The Standard & Poor’s 500 index inched up by 1 point to 2,530, as of 9:45 a.m. Eastern time. The Dow Jones industrial average rose 28, or 0.1 percent, to 22,588, and the Nasdaq composite rose 10, or 0.2 percent, to 6,529. The Russell 2000 index of small-cap stocks inched down by less than a point to 1,509. All four indexes set a record on Monday after a reading on US manufactur­ing growth hit its highest level in 13 years.

Homebuilde­r Lennar jumped to one of the biggest gains in the S&P 500 after it reported stronger sales and earnings for the latest quarter than analysts expected. Interest rates remain relatively low, and the strengthen­ing job market is helping to convince more people to buy homes.
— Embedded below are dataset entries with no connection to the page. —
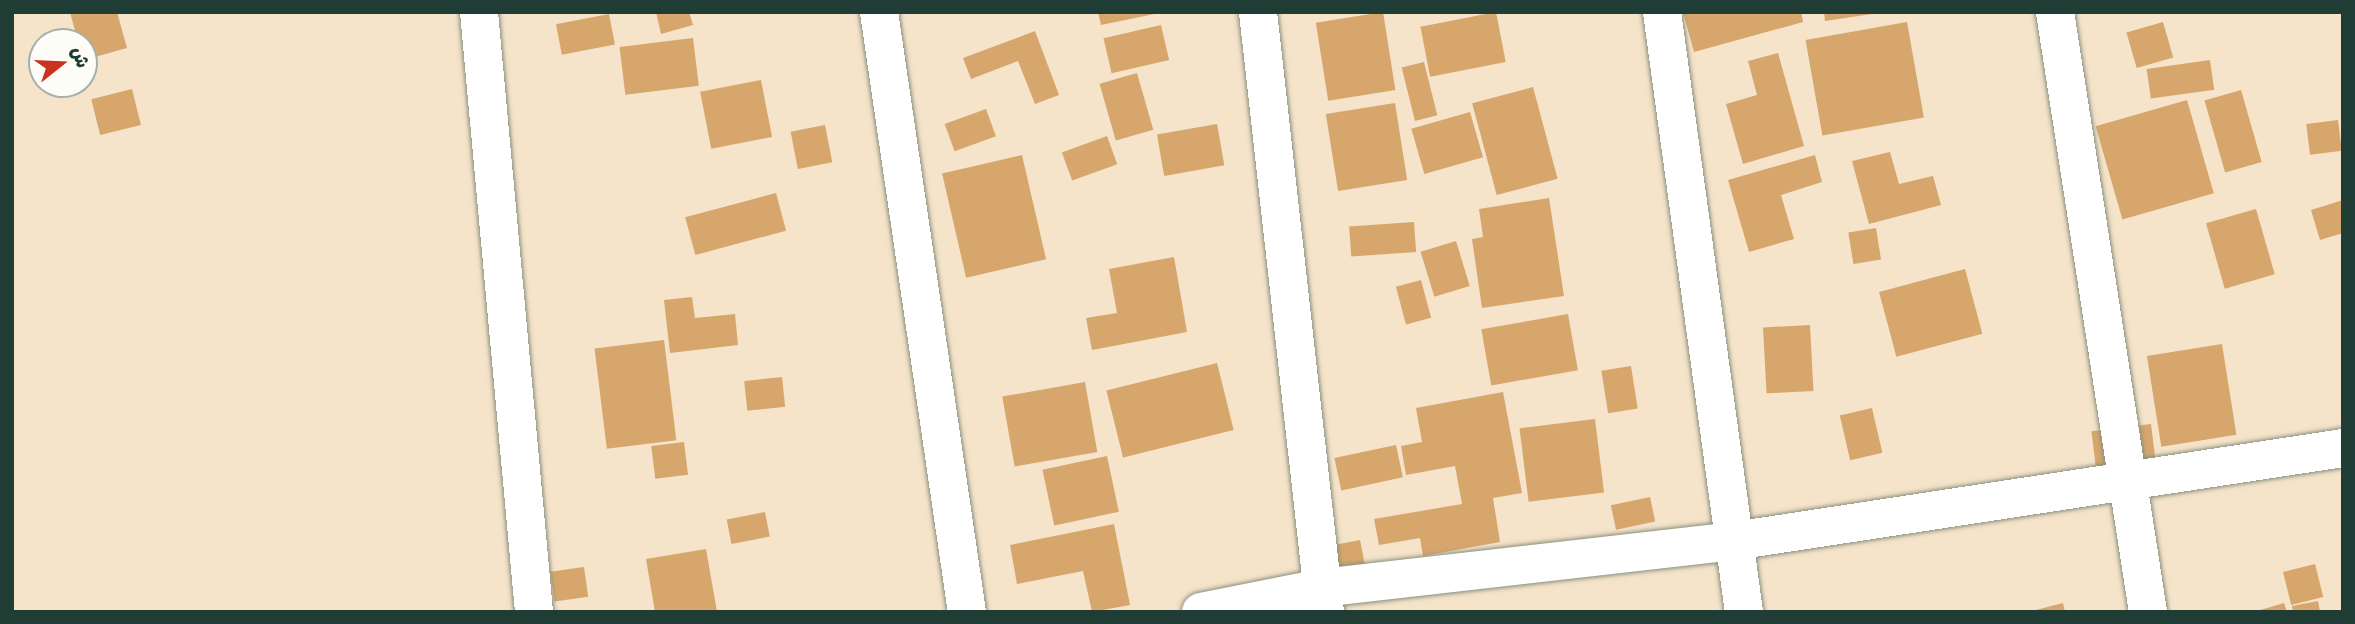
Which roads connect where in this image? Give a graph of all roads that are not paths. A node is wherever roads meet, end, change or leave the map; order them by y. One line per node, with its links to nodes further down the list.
1 (479, 12): 10 (street)
2 (879, 12): 11 (street)
3 (1258, 12): 9 (street)
4 (1662, 12): 8 (street)
5 (2055, 12): 7 (street)
6 (2343, 448): 7 (street)
7 (2126, 481): 8 (street); 14 (street)
8 (1734, 541): 9 (street); 13 (street)
9 (1323, 600): 12 (street)
10 (534, 612)
11 (967, 612)
12 (1201, 612)
13 (1744, 612)
14 (2148, 612)

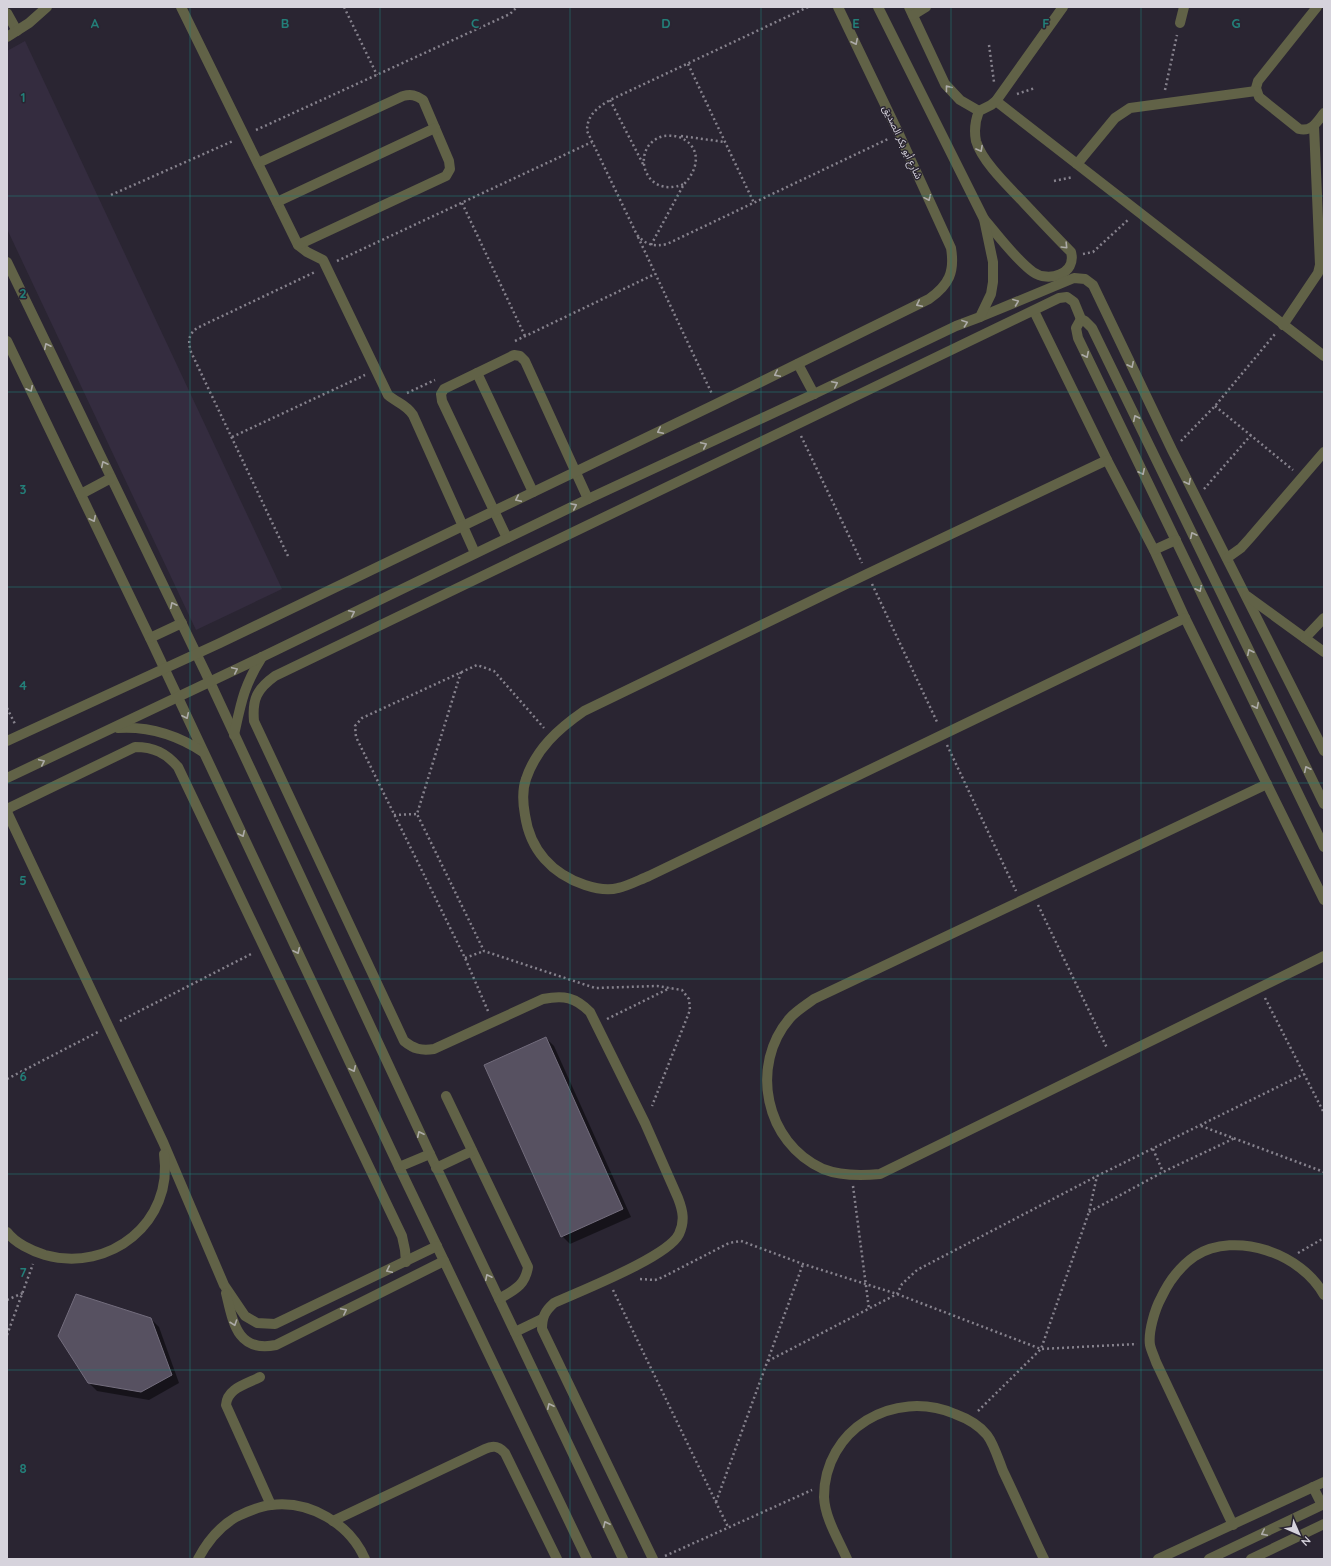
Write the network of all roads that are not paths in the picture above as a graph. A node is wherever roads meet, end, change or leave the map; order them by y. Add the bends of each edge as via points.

Lennar rose $1.72, or 3.3 percent, to $54.54.

General Motors and Ford Motor were also among the market’s leaders after each reported strong sales growth in the United States for last month. GM climbed $1.03, or 2.4 percent, to $43.18, and Ford gained 21 cents, or 1.8 percent, to $12.31.

Tesla fell after the car company said production bottleneck­s meant fewer of its Model 3 cars are coming off the line than expected. The production miss in the third quarter raises questions about whether Tesla will be able to meet future targets for its much-anticipate­d car. Tesla fell $6.38, or 1.9 percent, to $335.15.

“The global markets trudge on, searching for opportunit­ies, realizing these tragedies are becoming all too commonplac­e,” said Stephen Innes, head of Asia-Pacific trading at OANDA. “And as cynical as that may seem, that is the reality we’ve come to accept,” he said. US manufactur­ing activity rose to its highest level in 13 years last month, making investors bullish about the country’s upcoming third-quarter earnings season. Traders noted that President Donald Trump’s market-friendly tax reform proposals, including a plan to cut the corporate tax rate from 35 percent to 20 percent, have also buoyed the mood of investors.

US crude slides Benchmark US crude fell 14 cents to $50.44 per barrel. That follows a $1.09-per-barrel slide on Monday as worries mount that the world has more than oil available than it needs. Brent crude, the standard for internatio­nal oil prices, rose 10 cents to $56.22 a barrel. Bonds prices were mixed. The yield on the 10-year Treasury note held steady at 2.34 percent. The two-year yield fell to 1.47 percent from 1.49 percent, and the 30-year yield inched up to 2.88 percent from 2.87 percent.

European stock markets edged higher yesterday, underpinne­d by a firmer opening on Wall Street, as investors built on the new records reached the previous day, traders said.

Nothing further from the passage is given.